**WHAT TO WORK ON**
When a line below contains the string "Velha", show that line.

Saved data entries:
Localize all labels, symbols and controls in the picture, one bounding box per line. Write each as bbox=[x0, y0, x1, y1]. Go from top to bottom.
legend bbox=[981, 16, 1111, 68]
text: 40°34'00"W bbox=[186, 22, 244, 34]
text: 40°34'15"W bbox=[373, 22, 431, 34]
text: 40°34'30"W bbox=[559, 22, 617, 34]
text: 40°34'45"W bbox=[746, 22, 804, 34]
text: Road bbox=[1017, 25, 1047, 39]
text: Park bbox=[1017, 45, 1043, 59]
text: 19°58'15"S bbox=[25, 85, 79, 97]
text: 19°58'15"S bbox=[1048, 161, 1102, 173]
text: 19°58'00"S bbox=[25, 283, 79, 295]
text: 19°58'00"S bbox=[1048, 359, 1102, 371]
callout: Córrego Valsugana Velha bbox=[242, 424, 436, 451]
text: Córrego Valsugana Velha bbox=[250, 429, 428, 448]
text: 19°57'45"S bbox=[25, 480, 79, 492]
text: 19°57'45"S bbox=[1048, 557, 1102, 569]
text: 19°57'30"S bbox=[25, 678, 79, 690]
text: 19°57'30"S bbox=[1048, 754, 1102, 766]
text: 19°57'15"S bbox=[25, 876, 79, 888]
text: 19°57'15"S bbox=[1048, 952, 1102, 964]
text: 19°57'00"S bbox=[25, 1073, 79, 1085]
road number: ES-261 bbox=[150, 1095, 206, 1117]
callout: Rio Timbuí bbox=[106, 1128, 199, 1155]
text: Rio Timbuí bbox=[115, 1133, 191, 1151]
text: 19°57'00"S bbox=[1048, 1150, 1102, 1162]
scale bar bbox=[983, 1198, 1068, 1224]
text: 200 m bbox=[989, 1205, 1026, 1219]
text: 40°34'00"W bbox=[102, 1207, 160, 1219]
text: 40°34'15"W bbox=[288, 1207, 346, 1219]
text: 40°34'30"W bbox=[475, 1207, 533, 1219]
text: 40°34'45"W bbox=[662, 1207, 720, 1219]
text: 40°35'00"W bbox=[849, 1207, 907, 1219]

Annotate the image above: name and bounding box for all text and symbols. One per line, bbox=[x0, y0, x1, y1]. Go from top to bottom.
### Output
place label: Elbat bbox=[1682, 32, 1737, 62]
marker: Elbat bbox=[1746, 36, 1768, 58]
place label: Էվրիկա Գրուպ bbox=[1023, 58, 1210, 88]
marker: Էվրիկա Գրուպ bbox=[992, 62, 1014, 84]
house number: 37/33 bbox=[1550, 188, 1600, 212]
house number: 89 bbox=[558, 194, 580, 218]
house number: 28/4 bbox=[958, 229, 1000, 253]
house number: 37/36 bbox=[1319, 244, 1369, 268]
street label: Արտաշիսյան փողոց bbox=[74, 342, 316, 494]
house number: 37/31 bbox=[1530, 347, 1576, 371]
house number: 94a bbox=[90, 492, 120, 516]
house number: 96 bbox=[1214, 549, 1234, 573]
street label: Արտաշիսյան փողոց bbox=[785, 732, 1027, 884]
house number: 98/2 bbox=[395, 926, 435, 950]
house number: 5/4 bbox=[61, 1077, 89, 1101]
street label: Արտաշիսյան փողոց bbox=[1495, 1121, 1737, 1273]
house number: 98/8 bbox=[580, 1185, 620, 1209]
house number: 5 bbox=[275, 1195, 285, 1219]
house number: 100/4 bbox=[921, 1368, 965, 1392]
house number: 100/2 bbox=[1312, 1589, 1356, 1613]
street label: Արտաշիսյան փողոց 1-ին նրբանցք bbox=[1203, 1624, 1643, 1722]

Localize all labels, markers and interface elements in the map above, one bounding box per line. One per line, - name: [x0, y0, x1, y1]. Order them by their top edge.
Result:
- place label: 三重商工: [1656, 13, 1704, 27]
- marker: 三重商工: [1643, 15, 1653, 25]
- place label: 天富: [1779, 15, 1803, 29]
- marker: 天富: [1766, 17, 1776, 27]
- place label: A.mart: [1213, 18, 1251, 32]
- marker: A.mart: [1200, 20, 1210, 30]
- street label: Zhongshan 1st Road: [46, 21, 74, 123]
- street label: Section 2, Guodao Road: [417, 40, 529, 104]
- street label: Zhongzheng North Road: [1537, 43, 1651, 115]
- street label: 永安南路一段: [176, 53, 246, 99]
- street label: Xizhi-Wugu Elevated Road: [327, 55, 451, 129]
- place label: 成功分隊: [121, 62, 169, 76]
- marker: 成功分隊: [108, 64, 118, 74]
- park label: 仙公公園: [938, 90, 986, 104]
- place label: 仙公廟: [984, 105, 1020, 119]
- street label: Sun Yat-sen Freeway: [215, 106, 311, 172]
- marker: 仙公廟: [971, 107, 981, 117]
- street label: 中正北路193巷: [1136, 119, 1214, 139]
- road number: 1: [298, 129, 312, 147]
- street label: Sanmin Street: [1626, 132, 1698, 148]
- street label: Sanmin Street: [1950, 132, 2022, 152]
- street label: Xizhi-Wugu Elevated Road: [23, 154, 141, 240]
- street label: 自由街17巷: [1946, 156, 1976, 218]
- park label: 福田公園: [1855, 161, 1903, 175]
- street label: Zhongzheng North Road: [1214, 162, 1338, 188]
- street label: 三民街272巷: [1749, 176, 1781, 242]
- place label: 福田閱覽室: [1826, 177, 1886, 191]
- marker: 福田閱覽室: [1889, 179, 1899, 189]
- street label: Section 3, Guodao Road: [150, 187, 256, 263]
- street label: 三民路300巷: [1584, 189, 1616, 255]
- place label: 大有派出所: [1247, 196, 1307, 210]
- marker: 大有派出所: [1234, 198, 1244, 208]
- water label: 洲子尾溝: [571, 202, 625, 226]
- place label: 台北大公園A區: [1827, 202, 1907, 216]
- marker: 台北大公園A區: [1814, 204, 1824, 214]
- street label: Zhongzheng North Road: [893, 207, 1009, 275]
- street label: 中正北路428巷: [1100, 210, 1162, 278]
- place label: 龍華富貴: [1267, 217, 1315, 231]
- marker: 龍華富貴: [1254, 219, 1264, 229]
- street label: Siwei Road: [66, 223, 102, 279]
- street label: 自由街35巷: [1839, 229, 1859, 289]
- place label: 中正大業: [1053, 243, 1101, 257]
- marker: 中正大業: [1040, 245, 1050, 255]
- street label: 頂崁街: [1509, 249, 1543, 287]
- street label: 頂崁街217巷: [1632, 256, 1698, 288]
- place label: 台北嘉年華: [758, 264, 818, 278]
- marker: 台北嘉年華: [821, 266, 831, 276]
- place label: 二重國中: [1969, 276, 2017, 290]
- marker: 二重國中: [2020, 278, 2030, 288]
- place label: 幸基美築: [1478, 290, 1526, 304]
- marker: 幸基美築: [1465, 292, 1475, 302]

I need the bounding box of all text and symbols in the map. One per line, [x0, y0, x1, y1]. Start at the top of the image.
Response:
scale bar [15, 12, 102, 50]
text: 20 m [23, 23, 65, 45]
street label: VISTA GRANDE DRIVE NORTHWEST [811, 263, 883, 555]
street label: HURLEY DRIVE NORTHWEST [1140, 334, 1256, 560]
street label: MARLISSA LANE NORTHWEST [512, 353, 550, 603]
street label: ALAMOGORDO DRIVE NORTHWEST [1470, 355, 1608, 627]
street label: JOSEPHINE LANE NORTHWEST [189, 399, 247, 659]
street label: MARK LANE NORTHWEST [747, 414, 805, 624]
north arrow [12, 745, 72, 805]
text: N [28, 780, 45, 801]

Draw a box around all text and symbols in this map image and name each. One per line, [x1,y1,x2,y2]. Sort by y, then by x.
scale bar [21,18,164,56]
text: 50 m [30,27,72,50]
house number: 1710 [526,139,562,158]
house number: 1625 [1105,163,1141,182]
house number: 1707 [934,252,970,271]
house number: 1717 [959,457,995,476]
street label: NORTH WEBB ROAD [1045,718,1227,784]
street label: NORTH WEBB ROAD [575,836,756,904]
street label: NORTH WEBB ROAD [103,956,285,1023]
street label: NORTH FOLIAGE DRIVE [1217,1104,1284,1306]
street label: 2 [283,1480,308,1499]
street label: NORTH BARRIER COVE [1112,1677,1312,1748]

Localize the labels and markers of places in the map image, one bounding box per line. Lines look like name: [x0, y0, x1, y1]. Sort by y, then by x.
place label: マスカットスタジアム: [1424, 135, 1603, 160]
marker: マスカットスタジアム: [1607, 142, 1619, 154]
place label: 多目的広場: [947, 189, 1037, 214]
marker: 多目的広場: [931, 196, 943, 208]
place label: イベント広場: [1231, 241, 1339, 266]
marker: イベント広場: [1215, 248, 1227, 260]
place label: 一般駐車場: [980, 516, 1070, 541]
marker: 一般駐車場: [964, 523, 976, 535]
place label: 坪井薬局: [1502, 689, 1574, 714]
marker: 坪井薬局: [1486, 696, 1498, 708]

**EXERCISE OUTPUT**
callout: Córrego Valsugana Velha bbox=[242, 424, 436, 451]
text: Córrego Valsugana Velha bbox=[250, 429, 428, 448]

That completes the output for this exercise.